DATASET EXCERPTS.
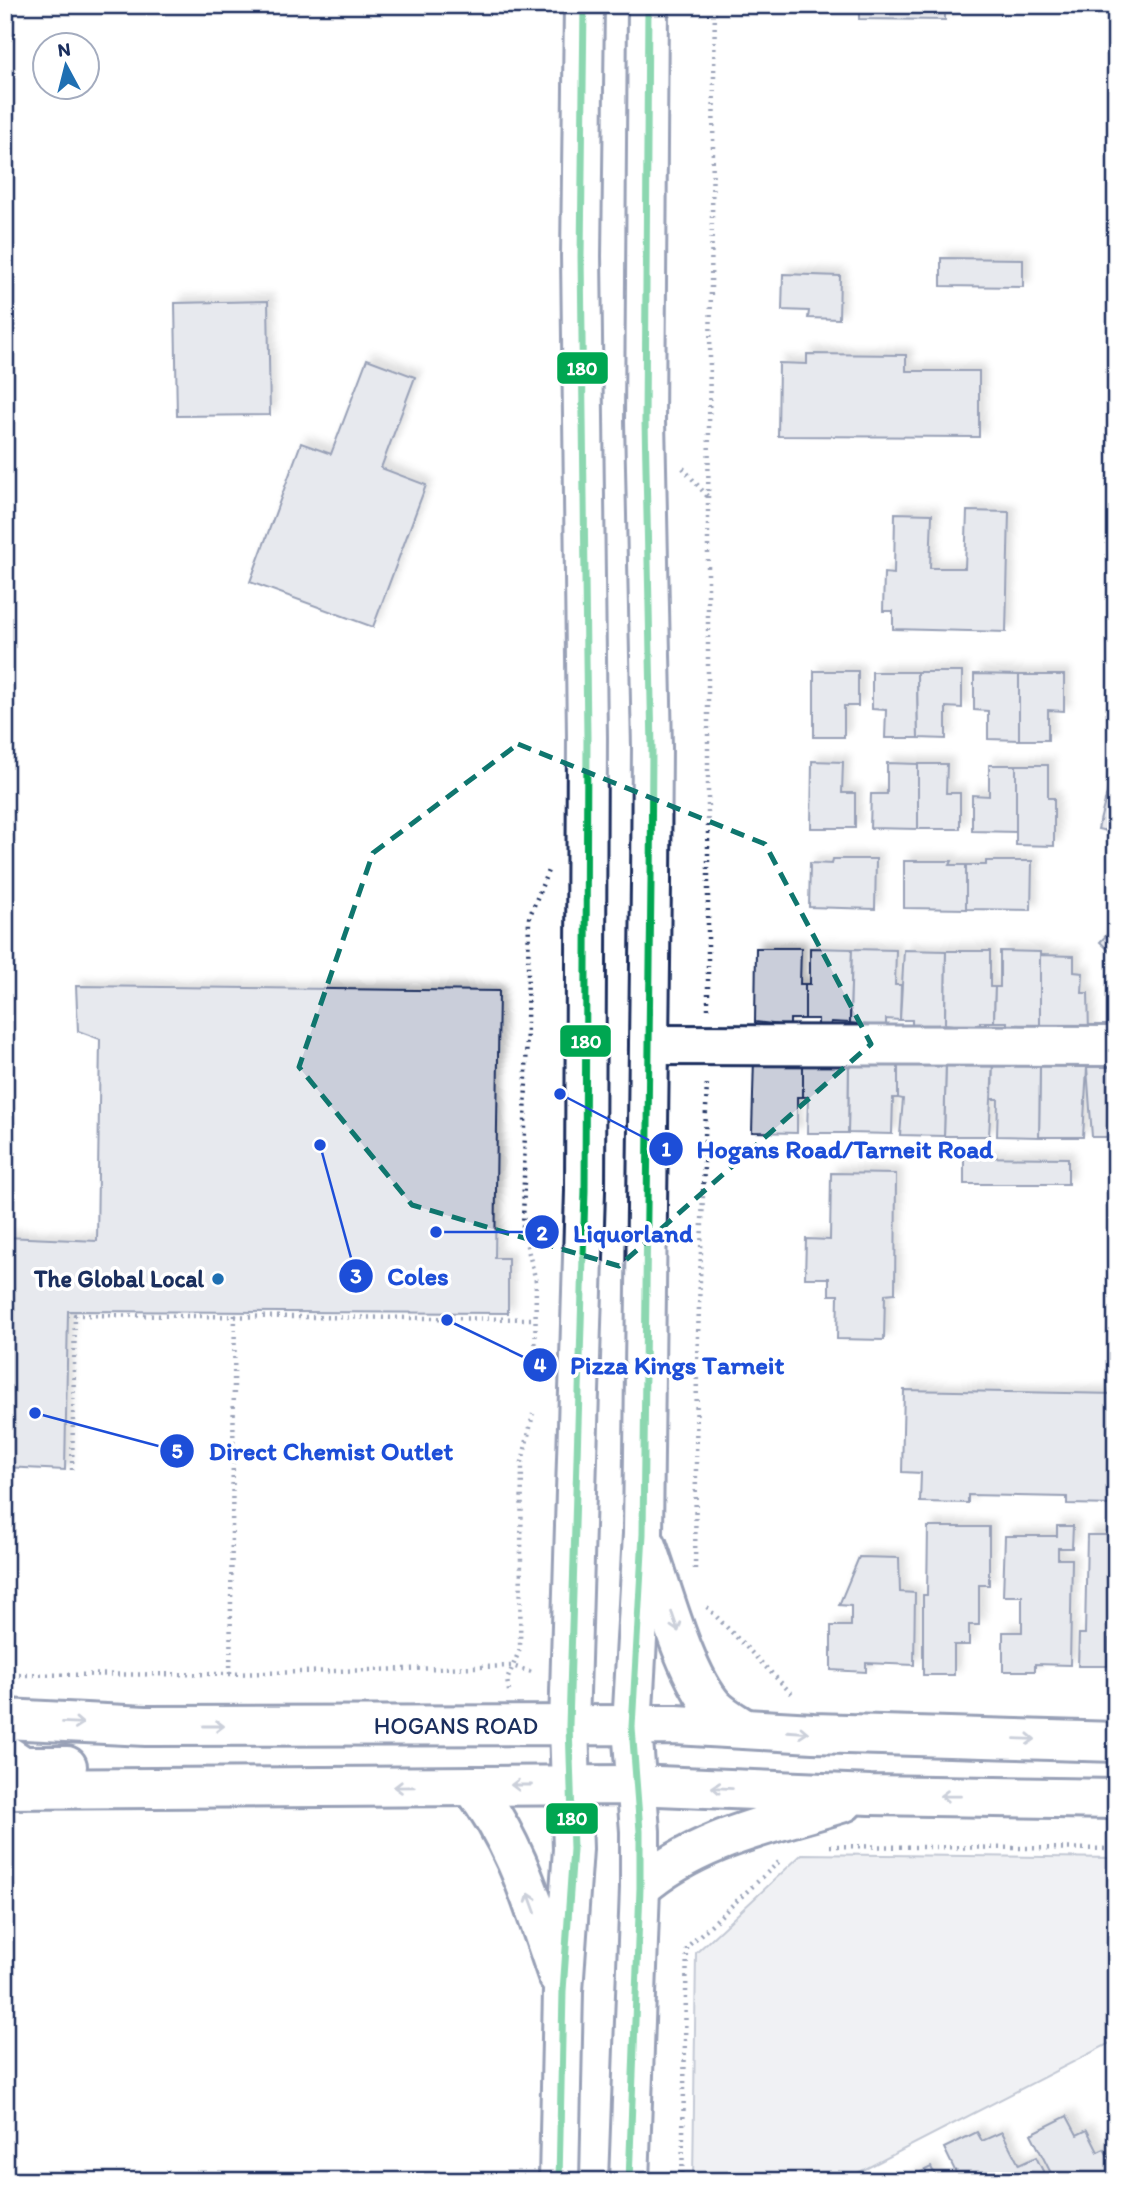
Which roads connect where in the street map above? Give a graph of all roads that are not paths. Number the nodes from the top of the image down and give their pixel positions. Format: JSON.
{"nodes":[{"id":1,"x":584,"y":5,"type":"edge"},
{"id":2,"x":648,"y":5,"type":"edge"},
{"id":3,"x":649,"y":1045,"type":"junction"},
{"id":4,"x":1116,"y":1046,"type":"edge"},
{"id":5,"x":643,"y":1534,"type":"junction"},
{"id":6,"x":5,"y":1719,"type":"edge"},
{"id":7,"x":569,"y":1726,"type":"junction"},
{"id":8,"x":632,"y":1727,"type":"junction"},
{"id":9,"x":745,"y":1729,"type":"junction"},
{"id":10,"x":1116,"y":1742,"type":"edge"},
{"id":11,"x":5,"y":1754,"type":"edge"},
{"id":12,"x":570,"y":1785,"type":"junction"},
{"id":13,"x":634,"y":1785,"type":"junction"},
{"id":14,"x":472,"y":1786,"type":"junction"},
{"id":15,"x":280,"y":1789,"type":"junction"},
{"id":16,"x":5,"y":1790,"type":"edge"},
{"id":17,"x":870,"y":1795,"type":"junction"},
{"id":18,"x":1116,"y":1799,"type":"edge"},
{"id":19,"x":640,"y":1888,"type":"junction"},
{"id":20,"x":563,"y":1991,"type":"junction"},
{"id":21,"x":559,"y":2181,"type":"edge"},
{"id":22,"x":629,"y":2181,"type":"edge"}],
"edges":[{"from":1,"to":7,"type":"main road"},
{"from":2,"to":3,"type":"main road"},
{"from":3,"to":4,"type":"main road"},
{"from":3,"to":5,"type":"main road"},
{"from":5,"to":8,"type":"main road"},
{"from":5,"to":9,"type":"main road","one_way":true},
{"from":6,"to":7,"type":"main road","name":"HOGANS ROAD","one_way":true},
{"from":7,"to":8,"type":"main road","name":"HOGANS ROAD"},
{"from":7,"to":12,"type":"main road"},
{"from":8,"to":9,"type":"main road","name":"HOGANS ROAD"},
{"from":8,"to":13,"type":"main road"},
{"from":9,"to":10,"type":"main road","name":"HOGANS ROAD","one_way":true},
{"from":11,"to":15,"type":"main road"},
{"from":12,"to":13,"type":"main road"},
{"from":12,"to":14,"type":"main road","one_way":true},
{"from":12,"to":20,"type":"main road"},
{"from":17,"to":13,"type":"main road","one_way":true},
{"from":13,"to":19,"type":"main road"},
{"from":14,"to":15,"type":"main road","one_way":true},
{"from":20,"to":14,"type":"main road","one_way":true},
{"from":15,"to":16,"type":"main road"},
{"from":18,"to":17,"type":"main road","one_way":true},
{"from":17,"to":19,"type":"main road"},
{"from":19,"to":22,"type":"main road"},
{"from":20,"to":21,"type":"main road"}]}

INSTRUCTIONS TO FOLLOW. Give the number of lines in the entries above that contain the word "HOGANS", with no accompanying text.

WRITTEN SOLUTION. 4